[Collected data]
════════════════
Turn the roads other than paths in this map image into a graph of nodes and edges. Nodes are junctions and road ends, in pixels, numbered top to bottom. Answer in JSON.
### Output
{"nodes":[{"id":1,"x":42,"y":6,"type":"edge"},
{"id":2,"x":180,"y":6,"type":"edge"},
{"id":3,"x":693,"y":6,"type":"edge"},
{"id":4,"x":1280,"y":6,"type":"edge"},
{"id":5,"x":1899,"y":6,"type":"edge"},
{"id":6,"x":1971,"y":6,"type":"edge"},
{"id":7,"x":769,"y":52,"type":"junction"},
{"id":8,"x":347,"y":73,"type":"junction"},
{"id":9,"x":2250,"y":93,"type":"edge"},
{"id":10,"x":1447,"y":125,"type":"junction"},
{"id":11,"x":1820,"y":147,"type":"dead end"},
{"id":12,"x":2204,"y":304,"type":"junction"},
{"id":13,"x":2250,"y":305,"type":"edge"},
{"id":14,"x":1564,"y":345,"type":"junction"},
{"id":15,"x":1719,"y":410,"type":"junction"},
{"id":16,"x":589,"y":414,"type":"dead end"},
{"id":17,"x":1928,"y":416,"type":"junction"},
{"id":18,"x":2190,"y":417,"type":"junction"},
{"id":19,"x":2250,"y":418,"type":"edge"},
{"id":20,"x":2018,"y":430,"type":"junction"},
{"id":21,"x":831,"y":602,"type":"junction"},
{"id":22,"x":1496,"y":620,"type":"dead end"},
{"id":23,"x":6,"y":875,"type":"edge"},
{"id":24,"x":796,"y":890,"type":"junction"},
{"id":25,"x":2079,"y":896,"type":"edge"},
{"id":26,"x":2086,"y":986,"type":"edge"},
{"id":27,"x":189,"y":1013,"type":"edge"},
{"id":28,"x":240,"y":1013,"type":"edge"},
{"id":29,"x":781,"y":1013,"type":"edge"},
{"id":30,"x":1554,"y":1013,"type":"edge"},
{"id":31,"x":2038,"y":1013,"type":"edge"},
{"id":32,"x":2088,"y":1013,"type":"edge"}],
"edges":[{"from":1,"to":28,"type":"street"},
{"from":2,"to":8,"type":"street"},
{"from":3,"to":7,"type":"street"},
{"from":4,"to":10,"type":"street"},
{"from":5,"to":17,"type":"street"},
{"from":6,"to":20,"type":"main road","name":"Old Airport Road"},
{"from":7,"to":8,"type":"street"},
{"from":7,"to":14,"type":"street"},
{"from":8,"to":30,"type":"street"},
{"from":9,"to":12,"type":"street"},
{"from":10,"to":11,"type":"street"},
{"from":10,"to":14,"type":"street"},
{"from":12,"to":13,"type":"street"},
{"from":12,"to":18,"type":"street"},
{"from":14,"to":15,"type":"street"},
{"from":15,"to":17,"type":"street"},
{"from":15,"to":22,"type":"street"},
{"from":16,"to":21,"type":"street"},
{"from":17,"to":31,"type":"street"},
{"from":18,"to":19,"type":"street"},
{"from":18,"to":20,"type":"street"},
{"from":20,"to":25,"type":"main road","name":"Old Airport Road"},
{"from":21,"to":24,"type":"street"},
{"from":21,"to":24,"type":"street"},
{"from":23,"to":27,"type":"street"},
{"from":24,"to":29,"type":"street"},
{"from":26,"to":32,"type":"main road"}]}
════════════════
WHAT YOU NEED TO DO: Scan the entries above and return each line that holds "name".

RESULT OF THE TASK:
{"from":6,"to":20,"type":"main road","name":"Old Airport Road"},
{"from":20,"to":25,"type":"main road","name":"Old Airport Road"},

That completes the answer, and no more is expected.